------ TASK DATA

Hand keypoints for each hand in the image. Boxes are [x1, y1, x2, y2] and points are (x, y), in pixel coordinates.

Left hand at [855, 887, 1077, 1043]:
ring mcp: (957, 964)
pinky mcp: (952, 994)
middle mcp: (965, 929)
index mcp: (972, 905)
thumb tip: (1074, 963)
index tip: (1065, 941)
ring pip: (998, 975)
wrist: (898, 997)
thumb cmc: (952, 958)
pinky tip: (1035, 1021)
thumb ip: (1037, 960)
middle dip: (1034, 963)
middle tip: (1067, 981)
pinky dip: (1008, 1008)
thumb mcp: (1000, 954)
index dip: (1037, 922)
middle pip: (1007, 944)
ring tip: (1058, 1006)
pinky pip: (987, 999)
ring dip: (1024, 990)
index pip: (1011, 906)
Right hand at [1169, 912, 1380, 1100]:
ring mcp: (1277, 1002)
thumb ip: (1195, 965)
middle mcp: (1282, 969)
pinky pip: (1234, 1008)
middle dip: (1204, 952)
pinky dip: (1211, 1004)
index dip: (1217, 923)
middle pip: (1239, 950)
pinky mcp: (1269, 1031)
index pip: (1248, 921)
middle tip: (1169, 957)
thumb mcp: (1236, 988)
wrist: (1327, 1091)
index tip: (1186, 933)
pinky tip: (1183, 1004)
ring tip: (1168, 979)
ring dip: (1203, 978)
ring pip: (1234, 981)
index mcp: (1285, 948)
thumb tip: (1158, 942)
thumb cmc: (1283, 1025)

------------

Return each line of the records above exactly as it reads.

§ RESULT OF THIS EXERCISE:
Hand keypoints for each hand in the image. Boxes are [x1, y1, x2, y2] and points are (x, y), in pixel coordinates.

Left hand at [855, 887, 1077, 1043]:
ring mcp: (957, 964)
pinky mcp: (952, 994)
middle mcp: (965, 929)
index mcp: (972, 905)
thumb tip: (1074, 963)
index tip: (1065, 941)
ring pip: (998, 975)
wrist: (898, 997)
thumb cmc: (952, 958)
pinky tip: (1035, 1021)
thumb ip: (1037, 960)
middle dip: (1034, 963)
middle tip: (1067, 981)
pinky dip: (1008, 1008)
thumb mcp: (1000, 954)
index dip: (1037, 922)
middle pip: (1007, 944)
ring tip: (1058, 1006)
pinky pip: (987, 999)
ring dip: (1024, 990)
index pip: (1011, 906)
Right hand at [1169, 912, 1380, 1100]:
ring mcp: (1277, 1002)
thumb ip: (1195, 965)
middle mcp: (1282, 969)
pinky pip: (1234, 1008)
middle dip: (1204, 952)
pinky dip: (1211, 1004)
index dip: (1217, 923)
middle pip: (1239, 950)
pinky mcp: (1269, 1031)
index pip: (1248, 921)
middle tip: (1169, 957)
thumb mcp: (1236, 988)
wrist: (1327, 1091)
index tip: (1186, 933)
pinky tip: (1183, 1004)
ring tip: (1168, 979)
ring dip: (1203, 978)
ring pip: (1234, 981)
index mcp: (1285, 948)
thumb tip: (1158, 942)
thumb cmc: (1283, 1025)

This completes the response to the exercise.